Na minha opinião, o código de autodocumentação é melhor tanto para a capacidade de manutenção quanto para a legibilidade, independentemente do idioma.

A afirmação acima é densa, mas "auto-documentada":

double d = sqrt(square(x1 - x0) + square(y1 - y0));

Quando dividido em etapas (mais fácil para testes, com certeza), perde todo o contexto, como afirmado acima:

double dx = x1 - x0;
double dy = y1 - y0;
double dxSquare = square(dx);
double dySquare = square(dy);
double dSquare = dxSquare + dySquare;
double d = sqrt(dSquare);

E, obviamente, usar nomes de variáveis e funções que declarem claramente seu propósito é inestimável.

Mesmo os blocos "if" podem ser bons ou ruins na autodocumentação.
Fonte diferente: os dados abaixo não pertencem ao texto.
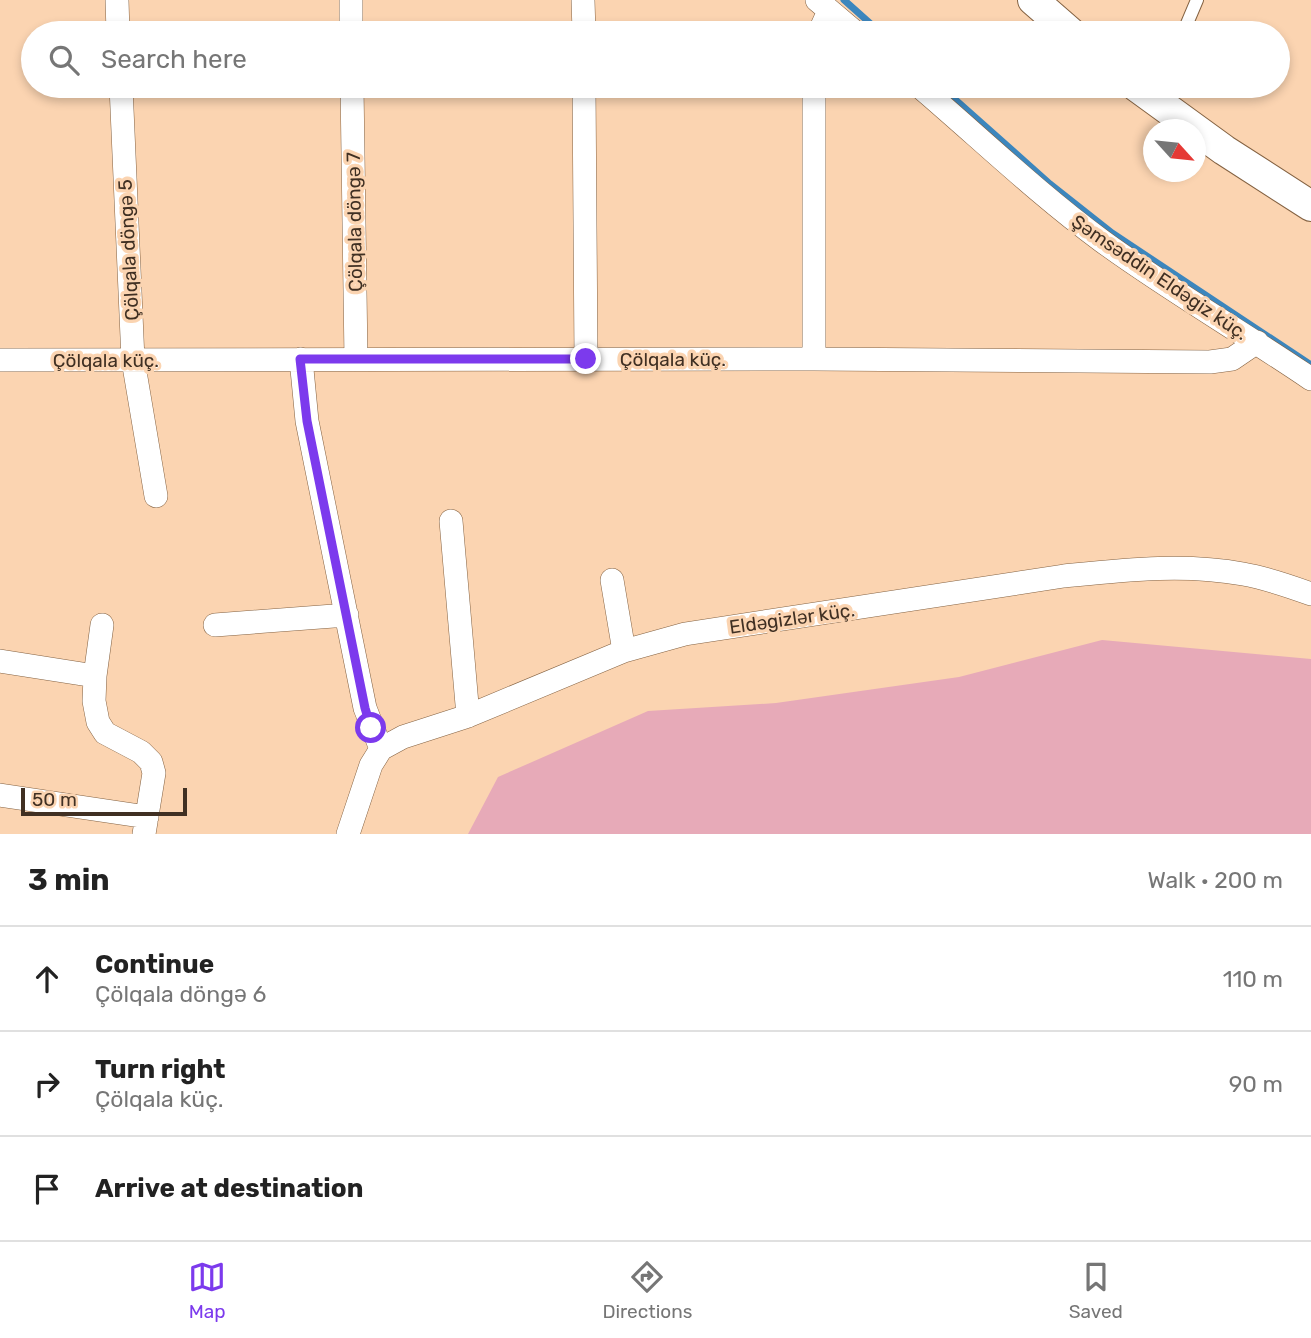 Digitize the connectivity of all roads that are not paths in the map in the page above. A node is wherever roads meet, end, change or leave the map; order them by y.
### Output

Isso é ruim porque você não pode forçar facilmente as duas primeiras condições a testar a terceira ... todas não estão relacionadas:

if (Bill is the boss) && (i == 3) && (the carnival is next weekend)

Este faz mais sentido "coletivo" e é mais fácil criar condições de teste:

if (iRowCount == 2) || (iRowCount == 50) || (iRowCount > 100)

E essa afirmação é apenas uma sequência aleatória de caracteres, vista de uma perspectiva de autodocumentação:

var a = F(G1(H1(b1), H2(b2)), G2(c1));

Olhando para a declaração acima, manutenibilidade ainda é um grande desafio se as funções H1 e H2 alterarem as mesmas "variáveis de estado do sistema" em vez de serem unificadas em uma única função "H", porque alguém eventualmente alterará H1 sem sequer pensar existe uma função H2 para olhar e pode quebrar o H2.

Acredito que um bom design de código é muito desafiador porque não há regras rígidas que possam ser sistematicamente detectadas e aplicadas.